I was put on the usual pills for afib/tachycardia (apixaban, bisoprolol snd flecainide. After many years of feeling great on this combination I got covid which really messed everything up. Then after an ablation snd eventually 4 cardioversions I did feel better and carried on with the tablets as prescribed
Then my heart rate kept going too low snd fainting and falling so was dropped on the bisoprolol to 1.25 and had to have a pacemaker
All good then for just over 7 months when I had the covid jab and then got covid itself. It messed up the pacemaker as PM was trying to compensate and all back to acrobats in my chest and not well
Back to EP who said I was in permanent afib and to stop flecainide as it was not doing any good now
The point of this long message is that despite the permanent afib I actually felt better so stopped the flecainide as advised (I weaned off it over a month), but gradually all symptoms of afib/tachycardia came back so wrote to EP and said could I start the flecainide again and he said yes.
So back to square one but do feel better with my flecainide. After reading everyone’s comments though I’m not sure whether I should try again to stop the flecainide
Awhile back I was told to stop taking Flecainide and just use it as a Pill in the Pocket. Unfortunately after being off of it for a few months, I had an outbreak, that the PIP did not stop. So am now back on, but at the lowest dose. I was told I could simply stop, but I weaned off it for a few days.

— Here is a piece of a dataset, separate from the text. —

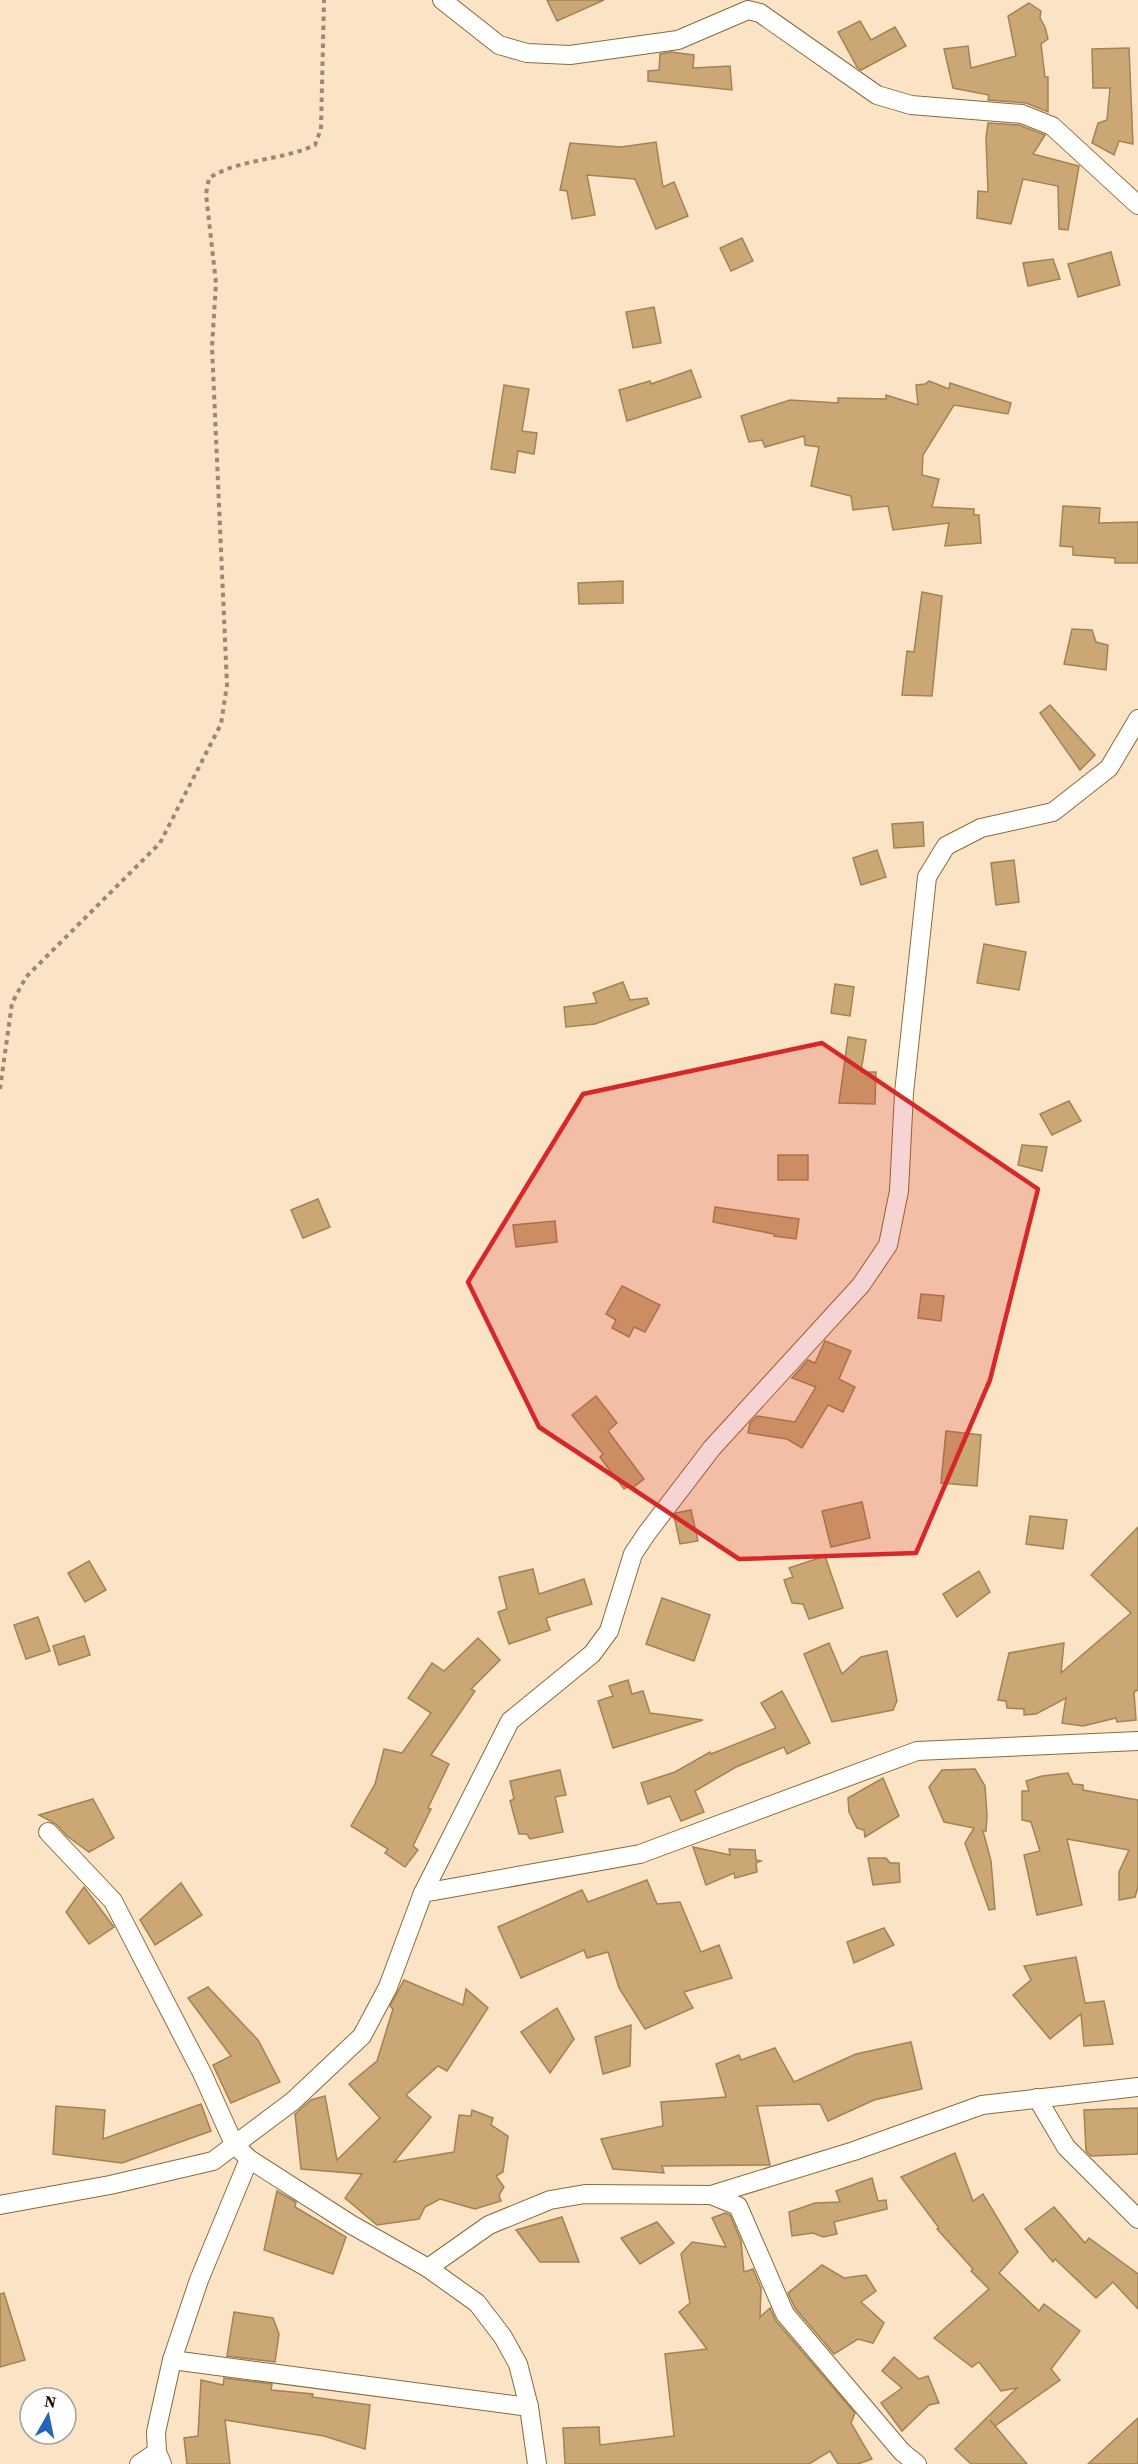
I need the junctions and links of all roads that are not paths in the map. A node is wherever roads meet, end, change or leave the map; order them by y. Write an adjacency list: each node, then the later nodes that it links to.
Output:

Thank you all so much for your replies. I am so grateful. I think I’m going to pay to see the original EP and hope he can help me. He was the one who said I could use Flecainide as a pill in a pocket. I also think I’m going to try to see a doctor and talk through my worries. I’m so glad I’ve found this forum. Thank you
I have stopped taking flecainide twice without tapering off and with no problems. I take 100 mg 2x a day. Both times I was hoping my afib had gone away...or that I could use it PIP.
Nothing except the afib was no longer controlled. I started having episodes again. When I got three in a month I went back on flecainide because I have very symptomatic episodes. I just hate taking medicine!
Interesting you should ask. I hadn't at the time, but I have since lost 20 pounds and have been weight lifting, so I am thinking about asking my cardiologist about trying again.